_To do_:
Go over these records and count the lines with the string "Δωδεκανήσου" in them; the count is all that should be returned.

□ □ □ □ □ □ □

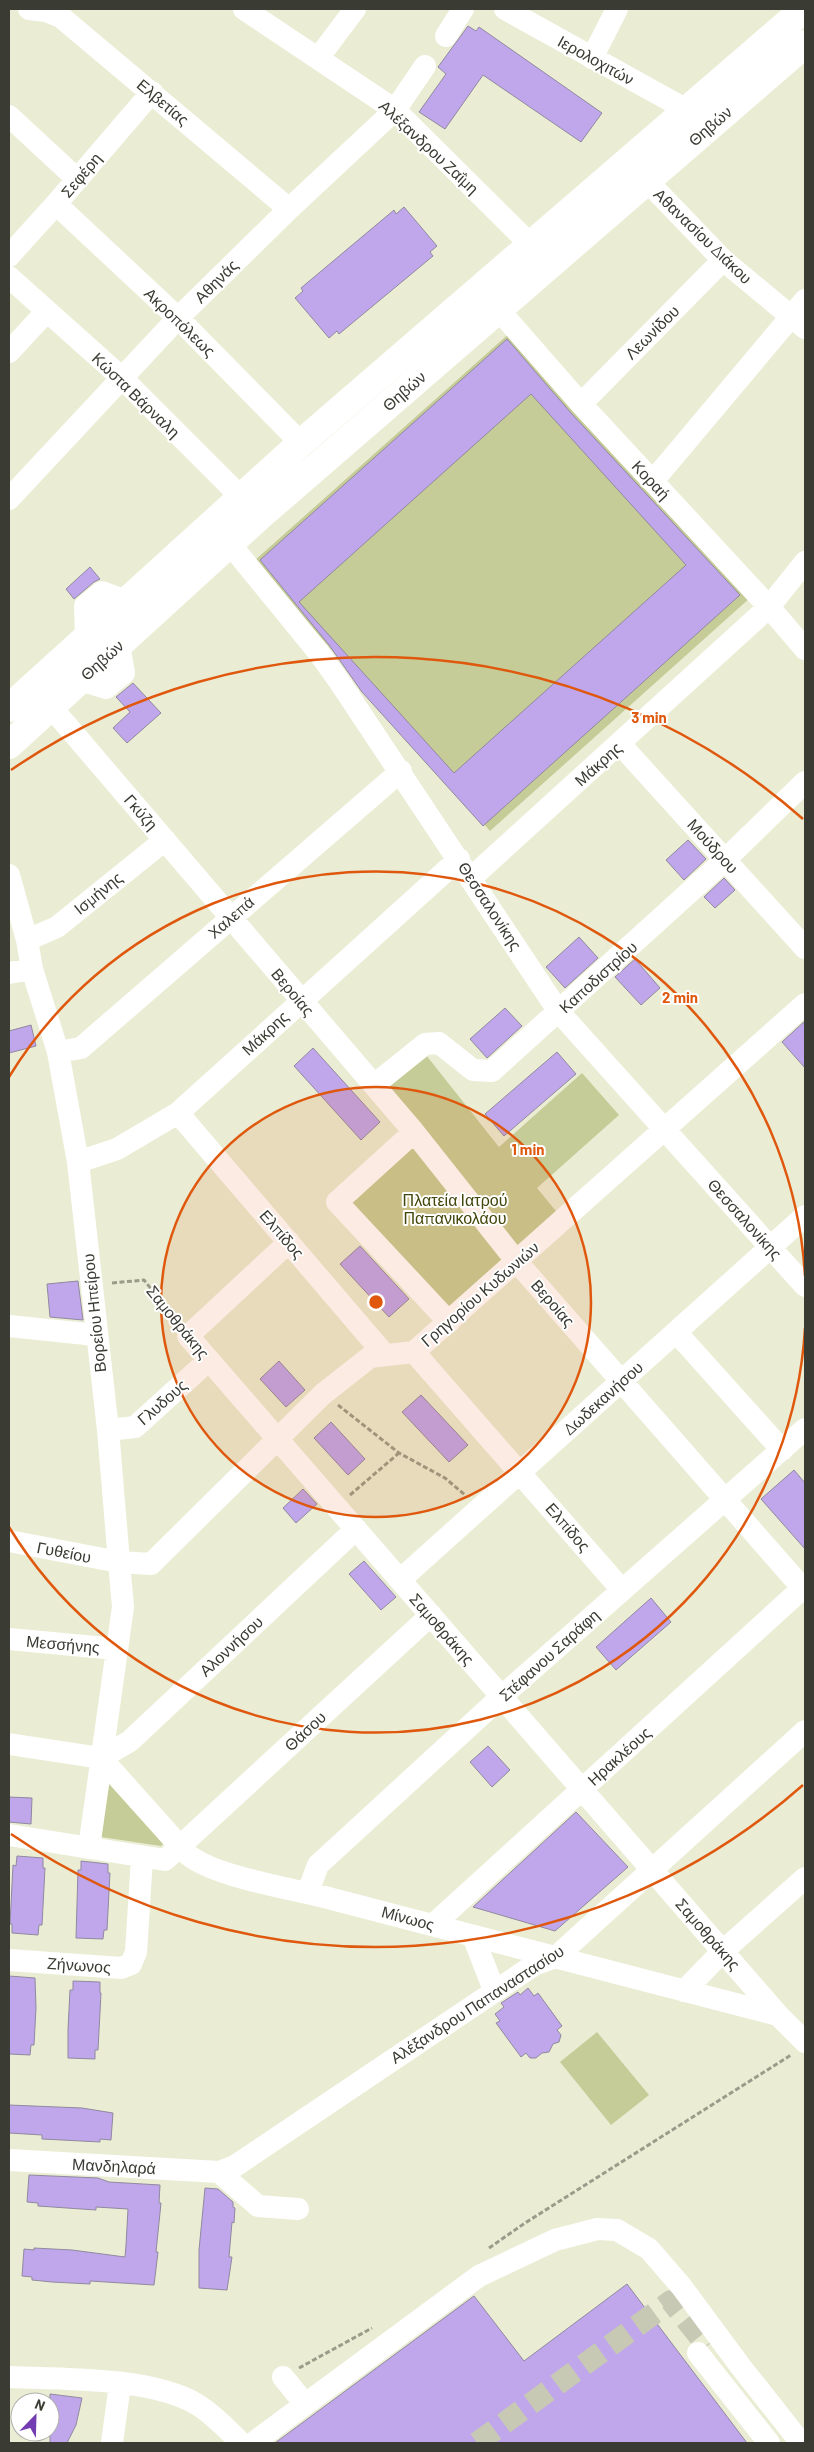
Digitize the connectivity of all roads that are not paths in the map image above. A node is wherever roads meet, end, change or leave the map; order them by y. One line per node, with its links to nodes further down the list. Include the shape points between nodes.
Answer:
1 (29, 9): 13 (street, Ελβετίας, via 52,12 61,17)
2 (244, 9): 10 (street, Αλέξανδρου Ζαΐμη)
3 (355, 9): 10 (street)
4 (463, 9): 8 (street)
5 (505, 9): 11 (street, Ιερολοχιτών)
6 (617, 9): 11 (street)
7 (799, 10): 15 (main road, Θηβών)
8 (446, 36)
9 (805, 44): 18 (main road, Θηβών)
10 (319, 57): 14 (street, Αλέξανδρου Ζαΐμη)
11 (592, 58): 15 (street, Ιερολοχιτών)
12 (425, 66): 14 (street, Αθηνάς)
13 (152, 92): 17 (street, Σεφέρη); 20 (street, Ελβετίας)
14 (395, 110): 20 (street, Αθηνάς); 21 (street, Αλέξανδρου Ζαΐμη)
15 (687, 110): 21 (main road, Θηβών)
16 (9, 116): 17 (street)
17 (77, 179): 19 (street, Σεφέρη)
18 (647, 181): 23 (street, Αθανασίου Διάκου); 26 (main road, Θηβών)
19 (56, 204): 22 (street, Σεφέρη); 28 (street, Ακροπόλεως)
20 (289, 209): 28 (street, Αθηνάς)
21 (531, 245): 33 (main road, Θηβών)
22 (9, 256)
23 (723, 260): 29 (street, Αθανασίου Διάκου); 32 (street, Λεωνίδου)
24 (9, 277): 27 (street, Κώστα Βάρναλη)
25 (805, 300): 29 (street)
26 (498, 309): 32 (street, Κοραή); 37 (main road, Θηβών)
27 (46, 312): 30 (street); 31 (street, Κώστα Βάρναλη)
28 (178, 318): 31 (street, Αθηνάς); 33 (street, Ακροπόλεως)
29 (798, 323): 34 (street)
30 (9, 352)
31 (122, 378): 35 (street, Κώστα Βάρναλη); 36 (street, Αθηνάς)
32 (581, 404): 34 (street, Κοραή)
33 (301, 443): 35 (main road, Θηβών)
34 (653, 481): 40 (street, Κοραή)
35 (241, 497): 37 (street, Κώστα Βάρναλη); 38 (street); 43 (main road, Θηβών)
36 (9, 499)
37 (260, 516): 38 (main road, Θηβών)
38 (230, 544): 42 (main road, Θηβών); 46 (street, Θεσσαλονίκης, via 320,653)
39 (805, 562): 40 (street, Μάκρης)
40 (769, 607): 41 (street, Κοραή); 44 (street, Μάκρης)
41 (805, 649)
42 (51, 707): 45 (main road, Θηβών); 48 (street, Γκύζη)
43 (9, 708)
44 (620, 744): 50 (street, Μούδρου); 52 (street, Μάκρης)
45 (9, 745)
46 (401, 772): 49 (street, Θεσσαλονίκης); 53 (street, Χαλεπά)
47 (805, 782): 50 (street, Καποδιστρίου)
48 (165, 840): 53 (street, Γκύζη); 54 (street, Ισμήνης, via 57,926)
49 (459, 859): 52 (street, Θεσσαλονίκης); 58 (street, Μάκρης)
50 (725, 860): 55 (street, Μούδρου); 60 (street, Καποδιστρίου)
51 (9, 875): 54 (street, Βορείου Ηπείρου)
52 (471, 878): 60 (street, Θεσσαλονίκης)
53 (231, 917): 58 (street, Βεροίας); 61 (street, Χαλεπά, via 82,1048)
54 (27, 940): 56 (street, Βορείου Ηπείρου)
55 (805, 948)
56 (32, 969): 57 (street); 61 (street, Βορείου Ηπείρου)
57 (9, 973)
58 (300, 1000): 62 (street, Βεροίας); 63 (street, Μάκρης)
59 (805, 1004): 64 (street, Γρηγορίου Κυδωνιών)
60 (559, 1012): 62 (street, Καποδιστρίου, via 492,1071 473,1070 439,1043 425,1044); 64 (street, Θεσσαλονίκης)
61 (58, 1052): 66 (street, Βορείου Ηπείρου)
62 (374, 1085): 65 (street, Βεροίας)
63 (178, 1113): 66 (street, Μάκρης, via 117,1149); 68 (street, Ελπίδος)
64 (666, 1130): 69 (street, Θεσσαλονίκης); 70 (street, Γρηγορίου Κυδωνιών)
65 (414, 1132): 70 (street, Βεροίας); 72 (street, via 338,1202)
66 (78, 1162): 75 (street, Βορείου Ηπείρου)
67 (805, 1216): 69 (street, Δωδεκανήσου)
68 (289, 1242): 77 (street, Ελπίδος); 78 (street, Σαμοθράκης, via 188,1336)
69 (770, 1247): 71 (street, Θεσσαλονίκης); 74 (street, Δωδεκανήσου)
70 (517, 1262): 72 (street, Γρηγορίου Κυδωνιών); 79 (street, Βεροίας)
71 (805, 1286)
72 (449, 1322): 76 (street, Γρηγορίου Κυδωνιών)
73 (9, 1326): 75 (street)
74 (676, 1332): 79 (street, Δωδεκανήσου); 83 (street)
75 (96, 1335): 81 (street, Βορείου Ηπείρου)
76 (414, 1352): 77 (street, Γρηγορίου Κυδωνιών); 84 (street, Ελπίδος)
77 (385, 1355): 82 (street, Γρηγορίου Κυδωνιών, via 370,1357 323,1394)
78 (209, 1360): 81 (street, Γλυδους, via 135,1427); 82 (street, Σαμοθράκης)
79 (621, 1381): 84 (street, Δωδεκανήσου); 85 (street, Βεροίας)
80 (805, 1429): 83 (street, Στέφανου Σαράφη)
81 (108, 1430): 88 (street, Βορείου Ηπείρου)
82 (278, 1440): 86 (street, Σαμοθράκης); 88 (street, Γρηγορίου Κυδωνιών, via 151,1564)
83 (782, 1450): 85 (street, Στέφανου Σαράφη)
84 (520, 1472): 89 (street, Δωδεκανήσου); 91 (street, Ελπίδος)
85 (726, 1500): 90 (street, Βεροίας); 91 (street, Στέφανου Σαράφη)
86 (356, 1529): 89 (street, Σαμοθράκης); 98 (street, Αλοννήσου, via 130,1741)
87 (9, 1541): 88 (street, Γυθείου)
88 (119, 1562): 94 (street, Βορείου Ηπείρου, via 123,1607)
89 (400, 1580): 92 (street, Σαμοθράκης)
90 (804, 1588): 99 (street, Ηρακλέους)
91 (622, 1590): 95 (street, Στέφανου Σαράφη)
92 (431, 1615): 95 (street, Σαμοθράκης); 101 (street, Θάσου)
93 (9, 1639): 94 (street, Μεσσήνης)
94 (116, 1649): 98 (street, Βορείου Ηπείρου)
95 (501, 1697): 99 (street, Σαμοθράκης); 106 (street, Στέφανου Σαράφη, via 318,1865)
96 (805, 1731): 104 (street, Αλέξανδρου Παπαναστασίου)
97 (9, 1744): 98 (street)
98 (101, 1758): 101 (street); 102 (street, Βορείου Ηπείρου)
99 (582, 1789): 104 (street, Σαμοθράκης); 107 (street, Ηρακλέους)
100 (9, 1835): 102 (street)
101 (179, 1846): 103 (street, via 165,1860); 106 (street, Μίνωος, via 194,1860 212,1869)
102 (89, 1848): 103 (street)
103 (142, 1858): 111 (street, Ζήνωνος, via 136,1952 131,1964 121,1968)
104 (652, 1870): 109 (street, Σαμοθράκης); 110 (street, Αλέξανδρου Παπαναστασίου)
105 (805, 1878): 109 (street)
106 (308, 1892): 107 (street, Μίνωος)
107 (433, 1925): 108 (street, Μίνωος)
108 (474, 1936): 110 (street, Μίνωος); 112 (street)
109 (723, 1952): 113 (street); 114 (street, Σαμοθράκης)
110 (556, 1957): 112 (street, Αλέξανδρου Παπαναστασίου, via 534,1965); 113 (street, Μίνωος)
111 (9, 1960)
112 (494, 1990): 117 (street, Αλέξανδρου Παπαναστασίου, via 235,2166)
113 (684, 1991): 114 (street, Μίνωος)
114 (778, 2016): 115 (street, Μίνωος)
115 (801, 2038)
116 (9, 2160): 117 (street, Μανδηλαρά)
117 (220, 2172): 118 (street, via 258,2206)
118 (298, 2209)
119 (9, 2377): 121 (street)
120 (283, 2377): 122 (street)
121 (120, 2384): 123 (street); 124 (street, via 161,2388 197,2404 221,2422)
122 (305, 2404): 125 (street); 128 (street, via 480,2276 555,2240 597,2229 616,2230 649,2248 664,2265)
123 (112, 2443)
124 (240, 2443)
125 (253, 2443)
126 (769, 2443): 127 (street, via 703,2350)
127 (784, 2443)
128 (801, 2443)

□ □ □ □ □ □ □

_Answer to the problem_:
5